The number of defendants like that is vanishingly small. He was writing those motions from in-custody, which made it all the more impressive. The skill required to do that is very rare.

Once the AI motions get good enough, every out of custody defendant can be that guy. Perhaps the in-custody ones once they figure out a way (probably via family or friends or whatever) to access an AI outside the jail. The system is not prepared for every traffic case, misdemeanor, and felony to turn into a barrage of plausible-sounding motions.

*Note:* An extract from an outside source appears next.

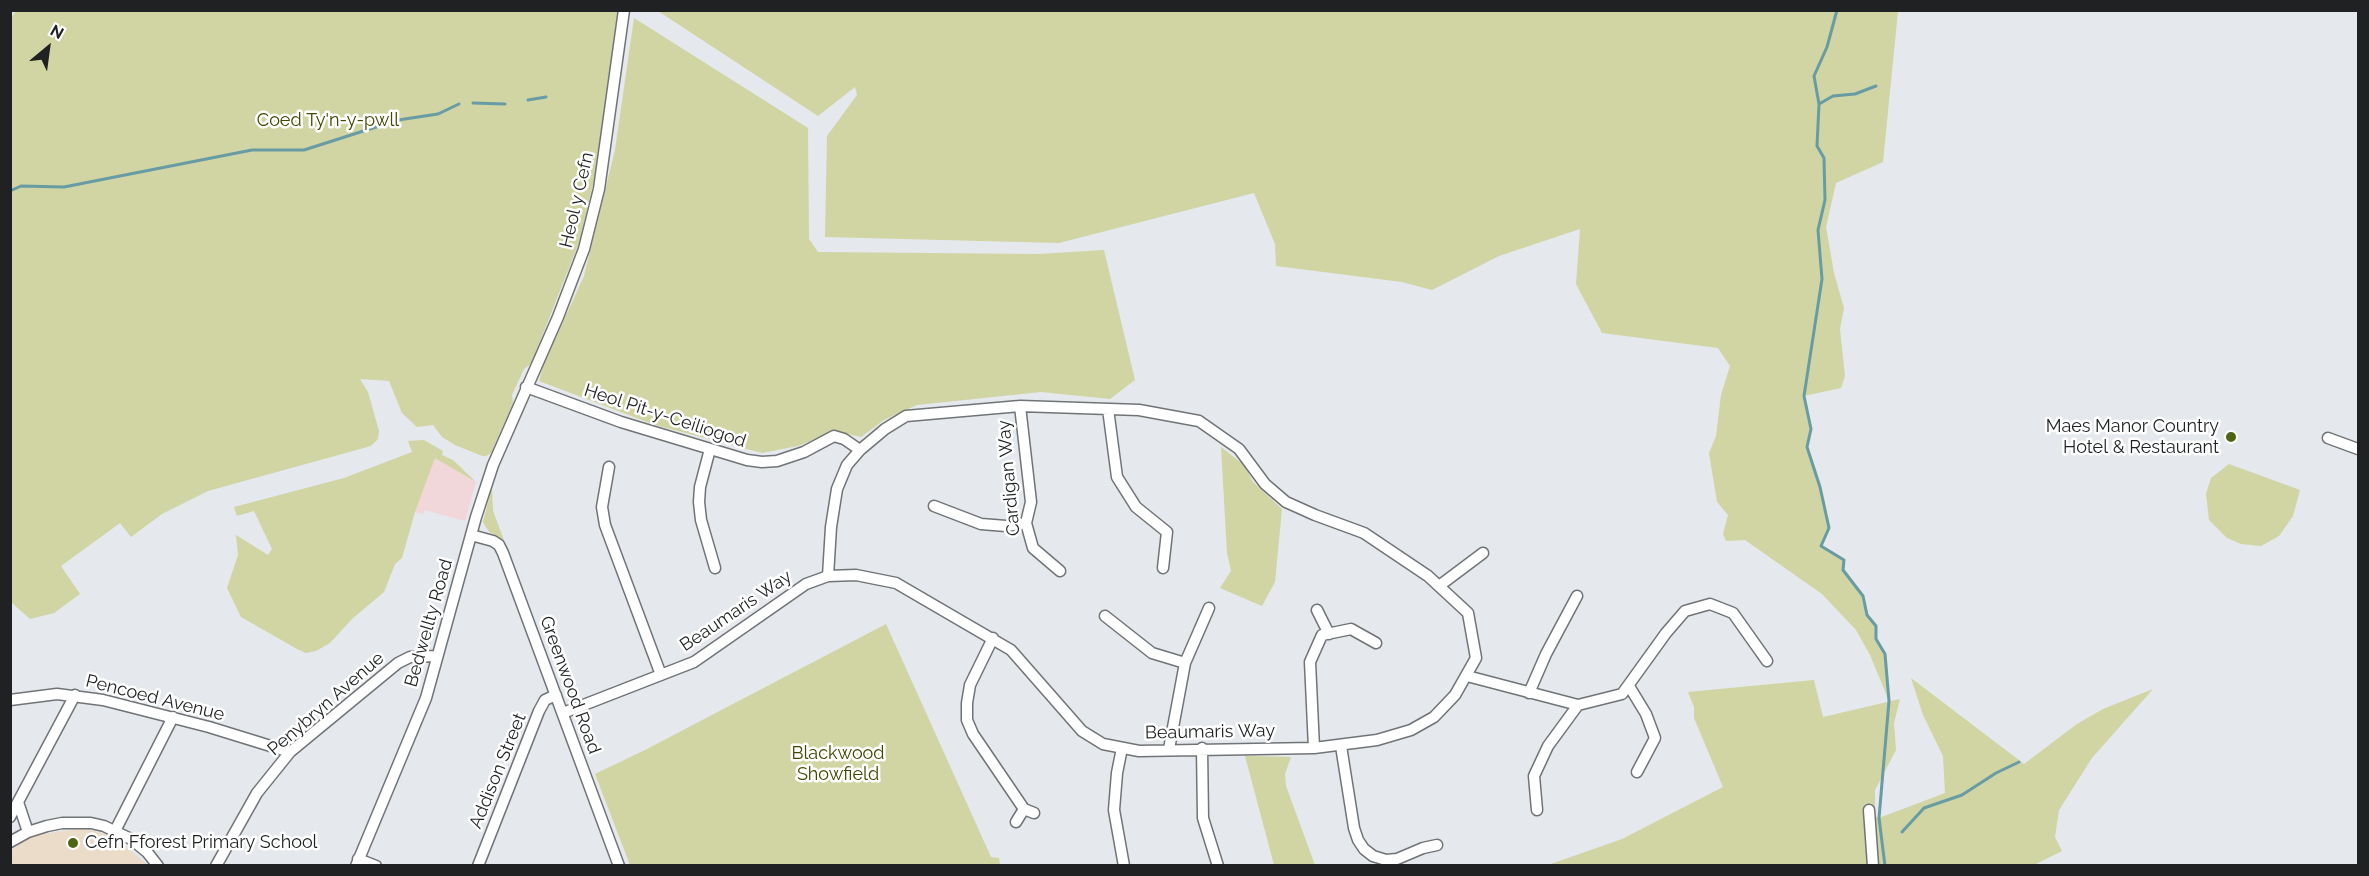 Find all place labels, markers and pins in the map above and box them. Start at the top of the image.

I understand what you're saying, and while I don't practice in criminal court or (presumably) your jurisdiction, my own experience suggests that this is unlikely to happen. As we all learned in law school, the practice of law is the application of the law to the facts of the case. Traditionally, pro se litigants who don't know the law argue the facts and appeal to a vague sense of justice. LLM is the complete opposite since the LLM usually doesn't know anything about the facts but will gladly generate pages upon pages worth of vague legal arguments based on the invariably vague instructions it was given. Even a really good LLM is ultimately limited by the facts the user inputs, which, most of the time, is few to none, because they see it as just a magic box that will spit out something that looks professional but really doesn't do anything. Hence you get a guy with a 300 paragraph brief that doesn't once even hint at the general kind of case that it is.

Overall, though, while I see this as a problem, I only see it as such insofar as acting pro se is generally. If a prosecutor is reduced to tears of rage because he has to respond to endless motions from a pro se litigant and cuts a favorable deal to get out of it, I don't see how that situation is any worse than if the same prosecutor has to deal with the same thing from a team of high-priced attorneys paid for by the father of a wealthy defendant. My concern here is less for the prosecutor and more for the pro se who wastes the court's time and doesn't get a deal when he would have got one had a public defender filed the one motion that had any merit. My concern with LLMs isn't much different than my overall concern with DIY legal solutions where people think they're getting a good deal because they save a little bit of money in the short term but end up getting screwed in the long term.